With the new year stretching ahead, many of us will be thinking about ways to improve ourselves or master a new skill. Your resolutions for 2020 don’t need to be painful promises, though – why not have fun with it and dedicate yourself to trying something new in knitting? The fantastic thing about the craft is that it’s always evolving, with passionate knitters developing exciting new stitch patterns and techniques all the time.
We’ve included a range of different techniques – some easy, some more challenging – so that there’s something fun for everyone. Have a look and see if there’s a technique that appeals to you – you might just discover a new favourite! Just remember that if you get stuck at any point during these patterns, you can check out our knitting videos and abbreviations for common knitting solutions and know-how.
Don’t be intimidated by how intricate the lovely framed ovals look in Jo Allport’s clever pattern, it’s actually really easy to knit! You are effectively working in stripes and reintroducing previous shades by slipping certain stitches. The pattern uses the soft and versatile DK yarn, Scheepjes Merino Soft, for lovely, cosy results. If a pink, tasselled scarf isn’t your thing, though, why not use the handy stitch pattern to make an alluring leopard print garment?
This lovely shell stitch is worked by wrapping the yarn around the needle several times to create elongated stitches, then increasing and decreasing to create the gathers. Once you’ve mastered the technique on your tension square, why not have a go at this fabulous vest by Sian Brown? The charming lacy pattern will keep you nice and cool in hot weather, and is perfect for both smart and casual wear.

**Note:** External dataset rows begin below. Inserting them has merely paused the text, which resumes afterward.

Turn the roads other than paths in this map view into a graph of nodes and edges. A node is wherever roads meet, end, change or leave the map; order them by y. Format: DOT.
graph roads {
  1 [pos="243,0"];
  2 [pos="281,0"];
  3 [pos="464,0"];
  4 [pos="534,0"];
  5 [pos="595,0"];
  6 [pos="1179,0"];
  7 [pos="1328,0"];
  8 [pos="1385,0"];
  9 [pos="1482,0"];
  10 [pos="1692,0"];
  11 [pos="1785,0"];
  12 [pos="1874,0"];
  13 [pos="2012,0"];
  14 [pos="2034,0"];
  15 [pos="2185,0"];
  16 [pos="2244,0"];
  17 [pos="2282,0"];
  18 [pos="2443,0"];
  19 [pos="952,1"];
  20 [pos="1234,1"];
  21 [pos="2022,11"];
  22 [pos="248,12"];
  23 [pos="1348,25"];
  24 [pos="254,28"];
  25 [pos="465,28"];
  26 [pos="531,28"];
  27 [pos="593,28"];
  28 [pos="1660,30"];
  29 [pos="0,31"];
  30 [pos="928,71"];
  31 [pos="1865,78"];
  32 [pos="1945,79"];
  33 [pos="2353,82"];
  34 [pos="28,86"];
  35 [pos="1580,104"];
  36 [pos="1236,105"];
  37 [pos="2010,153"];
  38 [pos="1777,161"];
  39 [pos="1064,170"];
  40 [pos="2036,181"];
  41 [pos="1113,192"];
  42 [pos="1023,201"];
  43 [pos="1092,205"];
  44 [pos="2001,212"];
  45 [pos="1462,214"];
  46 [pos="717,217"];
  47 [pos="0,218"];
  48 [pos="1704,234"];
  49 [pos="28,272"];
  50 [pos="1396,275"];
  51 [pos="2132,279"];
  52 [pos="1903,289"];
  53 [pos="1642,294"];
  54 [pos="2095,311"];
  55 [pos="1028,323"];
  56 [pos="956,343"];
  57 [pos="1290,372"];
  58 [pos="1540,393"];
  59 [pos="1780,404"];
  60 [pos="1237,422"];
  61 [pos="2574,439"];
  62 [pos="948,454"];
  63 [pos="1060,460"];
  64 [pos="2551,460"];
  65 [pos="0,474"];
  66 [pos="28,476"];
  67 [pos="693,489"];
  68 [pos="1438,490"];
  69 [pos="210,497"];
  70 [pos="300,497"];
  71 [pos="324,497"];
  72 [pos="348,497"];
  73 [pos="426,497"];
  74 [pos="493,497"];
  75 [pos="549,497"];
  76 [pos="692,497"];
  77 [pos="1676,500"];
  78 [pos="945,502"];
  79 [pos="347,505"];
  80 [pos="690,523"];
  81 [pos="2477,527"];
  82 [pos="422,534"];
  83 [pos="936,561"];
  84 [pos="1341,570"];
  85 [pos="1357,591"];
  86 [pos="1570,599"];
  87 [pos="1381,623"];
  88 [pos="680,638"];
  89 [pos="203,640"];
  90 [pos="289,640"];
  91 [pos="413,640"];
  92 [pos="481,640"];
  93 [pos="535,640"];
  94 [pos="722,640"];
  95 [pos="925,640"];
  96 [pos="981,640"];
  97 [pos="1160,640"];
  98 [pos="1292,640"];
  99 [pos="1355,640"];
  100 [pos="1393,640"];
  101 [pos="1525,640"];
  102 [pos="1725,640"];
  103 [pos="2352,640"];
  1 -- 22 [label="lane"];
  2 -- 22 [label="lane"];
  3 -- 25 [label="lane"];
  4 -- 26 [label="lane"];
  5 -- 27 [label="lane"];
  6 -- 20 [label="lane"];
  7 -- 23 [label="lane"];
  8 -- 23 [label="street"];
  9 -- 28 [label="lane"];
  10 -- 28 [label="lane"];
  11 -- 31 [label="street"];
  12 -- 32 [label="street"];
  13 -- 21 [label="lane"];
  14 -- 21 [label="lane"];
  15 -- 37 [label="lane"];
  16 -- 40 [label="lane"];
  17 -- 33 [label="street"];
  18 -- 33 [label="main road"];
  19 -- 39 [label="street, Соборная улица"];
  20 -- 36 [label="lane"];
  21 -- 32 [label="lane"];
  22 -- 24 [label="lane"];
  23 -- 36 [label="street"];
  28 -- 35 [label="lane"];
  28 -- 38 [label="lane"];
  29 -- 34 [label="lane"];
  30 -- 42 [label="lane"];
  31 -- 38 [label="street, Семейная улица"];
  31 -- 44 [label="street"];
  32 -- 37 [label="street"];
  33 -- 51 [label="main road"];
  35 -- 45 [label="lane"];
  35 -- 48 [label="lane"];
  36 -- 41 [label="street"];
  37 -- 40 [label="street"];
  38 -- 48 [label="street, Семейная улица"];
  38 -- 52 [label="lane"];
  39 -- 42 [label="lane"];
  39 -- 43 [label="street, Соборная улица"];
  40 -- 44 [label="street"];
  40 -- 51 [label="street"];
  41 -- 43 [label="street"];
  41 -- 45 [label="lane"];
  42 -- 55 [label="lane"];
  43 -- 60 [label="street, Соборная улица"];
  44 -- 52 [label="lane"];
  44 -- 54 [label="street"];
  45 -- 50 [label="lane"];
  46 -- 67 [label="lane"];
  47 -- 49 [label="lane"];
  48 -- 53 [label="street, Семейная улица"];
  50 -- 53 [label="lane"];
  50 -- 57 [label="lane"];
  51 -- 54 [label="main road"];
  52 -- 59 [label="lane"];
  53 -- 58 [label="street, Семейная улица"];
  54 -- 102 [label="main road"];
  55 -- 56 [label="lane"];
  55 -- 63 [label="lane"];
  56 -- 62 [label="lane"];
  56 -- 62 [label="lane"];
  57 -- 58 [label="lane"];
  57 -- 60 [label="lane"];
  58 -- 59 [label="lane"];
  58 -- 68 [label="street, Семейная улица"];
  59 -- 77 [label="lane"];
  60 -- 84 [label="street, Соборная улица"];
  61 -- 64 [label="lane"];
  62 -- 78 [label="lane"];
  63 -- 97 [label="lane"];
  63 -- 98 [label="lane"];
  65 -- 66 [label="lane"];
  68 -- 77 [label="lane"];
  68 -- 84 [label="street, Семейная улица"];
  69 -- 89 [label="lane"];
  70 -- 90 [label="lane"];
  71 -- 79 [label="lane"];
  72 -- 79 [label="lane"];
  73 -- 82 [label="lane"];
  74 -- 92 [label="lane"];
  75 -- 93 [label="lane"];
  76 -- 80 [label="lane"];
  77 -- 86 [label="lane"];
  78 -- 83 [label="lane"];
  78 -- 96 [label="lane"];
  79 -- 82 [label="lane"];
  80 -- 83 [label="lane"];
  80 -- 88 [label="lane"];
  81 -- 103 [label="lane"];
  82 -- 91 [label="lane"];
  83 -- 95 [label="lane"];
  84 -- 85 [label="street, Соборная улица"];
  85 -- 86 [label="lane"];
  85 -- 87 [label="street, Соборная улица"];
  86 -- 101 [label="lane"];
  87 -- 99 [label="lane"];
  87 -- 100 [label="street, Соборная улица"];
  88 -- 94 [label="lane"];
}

Also referred to as a raspberry or blackberry stitch, the bramble stitch is a great way to add a distinctive texture to your knitted garments. The trick is to work a multiple of four stitches plus two, where you knit and purl into the same stitch multiple times on rows 2 and 4, creating a raised, bobbled effect. Tina Barrett has combined the technique with a moss stitch base, cape-style slit sleeves and an understated neutral yarn colour for a truly sophisticated garment.
Candle Flame Stitch
While Christmas dinners might be over for now, it’s always good to have a stylish table runner for family meetups, birthdays, next Christmas or just because. In her project, Georganne Cauchi has used the stitch pattern to create impressive candle motifs. The intricate cable and lace detailing is emphasised further by the sparkly lightweight yarn, which you can match to your décor. If a table runner isn’t your thing, though, you can easily adjust the length and width to make a scarf or placemats.
Honeycomb Brioche Stitch
In general, brioche knitting produces a textured, lofty fabric that is really cosy and perfect for winter accessories. Jo Allport has used the honeycomb brioche stitch to give this hat a lovely lacy finish that simulates the hexagons of a honeycomb. Knitted flat, the stitch is a great introduction to brioche knitting – just make sure that you knit quite loosely and that the stitches are in order to keep the pattern correct. Once you’ve mastered the stitch, you can even have a go at knitting a matching scarf or snood.
This fabulous cocoon stitch features raised shapes nestled between an undulating pattern. The repeating pattern involves reducing five stitches down to one, which can be done in a range of ways, but in this handy tutorial, Jo Allport shows you how to do it with a combination of ssk and k3tog – a much easier method to work with than others. This chunky knit cushion showcases the interesting effects created with cocoon stitch fantastically, but it’s worth practising the decreases before starting it.
If you’re a knitting expert or an improver looking for your next challenge, look no further. The intricate vine stitch pattern gives this hat and cowl a beautiful texture that looks like climbing leafy vines, but it’s a complicated one to pick up, so make sure that you read the repeating pattern and advice panel carefully. Kelly Menzies’ combo looks fantastic with neutral jackets or tops, with the rich burnt orange tones of the yarn giving relaxing autumnal vibes.
This cowl looks like it uses a very intricate colour pattern but it actually only uses one colour per row, while the other stitches are slipped. It’s a fantastic introduction to following a colour chart, as the surprisingly simple pattern is repeated throughout. Just make sure that as you go, you’re loosely draping the working yarn across the back or front of the slipped stitches, otherwise the slipped stitches will become too tight and your work won’t stretch.
While there are a number of different basketweave stitch patterns, all of them use knit and purl stitches to emulate the appearance of a charming woven basket. This fabulous textured effect can be used in a huge range of projects, and Jacinta Bowie has used the pattern to knit a flattering, versatile waistcoat. The long length adds drape and classic style, but you can easily change this by knitting fewer rows before beginning the armhole shaping.